Voici le hic. Comme l'expliquent McAfee et Brynjolfsson dans le Deuxième âge de la machine , l'un des aspects troublants des avancées technologiques d'aujourd'hui est qu'en termes financiers, quelques personnes en ont bénéficié de manière disproportionnée (voir Technologie et inégalités ). Comme Silicon Valley nous l'a appris, la technologie peut être à la fois un moteur dynamique de la croissance économique et un exacerbeur pervers de l'inégalité des revenus.
Celui qui détient le capital en profitera car les robots et l'intelligence artificielle remplaceront inévitablement de nombreux emplois.

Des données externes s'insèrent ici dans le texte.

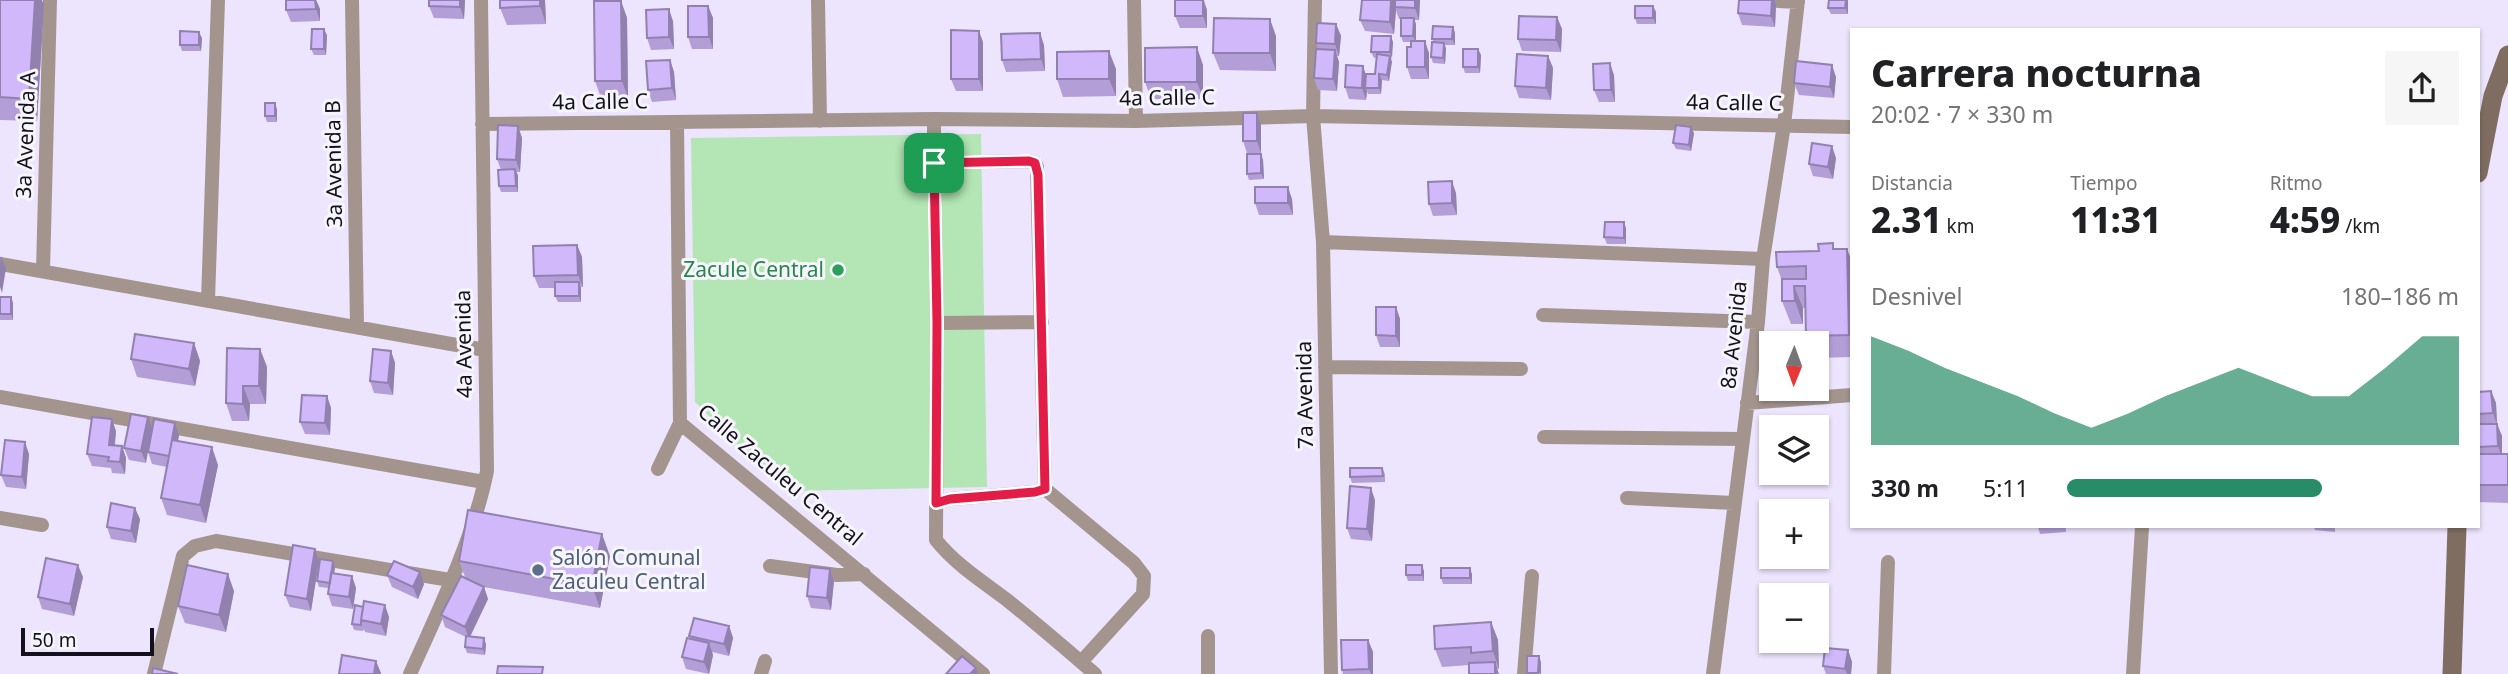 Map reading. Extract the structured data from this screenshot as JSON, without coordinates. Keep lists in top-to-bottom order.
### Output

En 1968, J.C.R. Licklider, l'un des créateurs de l'ère technologique d'aujourd'hui, a co-écrit un article remarquablement prémonitoire intitulé L'ordinateur comme appareil de communication . Il a prédit des communautés interactives en ligne et expliqué leurs possibilités passionnantes. Licklider a également émis un avertissement à la fin de l'article :
Pour la société, l'impact sera bon ou mauvais, en fonction principalement de la question : 'être en ligne' sera-t-il un privilège ou un droit ? Si seul un segment privilégié de la population a la chance de profiter de l'avantage de «l'amplification de l'intelligence», le réseau peut exagérer la discontinuité dans le spectre des opportunités intellectuelles.
Diverses politiques peuvent aider à redistribuer la richesse ou, comme le revenu de base garanti, fournir un filet de sécurité pour ceux qui sont au plus bas ou près du bas. Mais la meilleure réponse aux menaces économiques posées par les technologies numériques est certainement de donner à plus de gens accès à ce que Licklider a appelé l'amplification de l'intelligence afin qu'ils puissent bénéficier de la richesse créée par les nouvelles technologies. Cela se traduira par un accès plus équitable à des programmes d'éducation et de formation de qualité pour les personnes tout au long de leur carrière.
Cela signifie aussi, dit Richard Freeman , un éminent économiste du travail à l'Université de Harvard, que beaucoup plus de personnes ont besoin de posséder les robots. Il ne parle pas seulement des machines dans les usines, mais de l'automatisation et des technologies numériques en général. Certains mécanismes existent déjà dans les programmes d'intéressement et les plans d'actionnariat salarié. D'autres programmes d'investissement concrets peuvent être envisagés, dit-il.
Celui qui détient le capital en profitera car les robots et l'IA remplaceront inévitablement de nombreux emplois. Si les récompenses des nouvelles technologies vont en grande partie aux plus riches, comme cela a été la tendance au cours des dernières décennies, alors les visions dystopiques pourraient devenir réalité. Mais les machines sont des outils, et si leur propriété est plus largement partagée, la majorité des gens pourraient les utiliser pour augmenter leur productivité et augmenter à la fois leurs revenus et leurs loisirs. Si cela se produit, une société de plus en plus riche pourrait restaurer le rêve de la classe moyenne qui a longtemps alimenté l'ambition technologique et la croissance économique.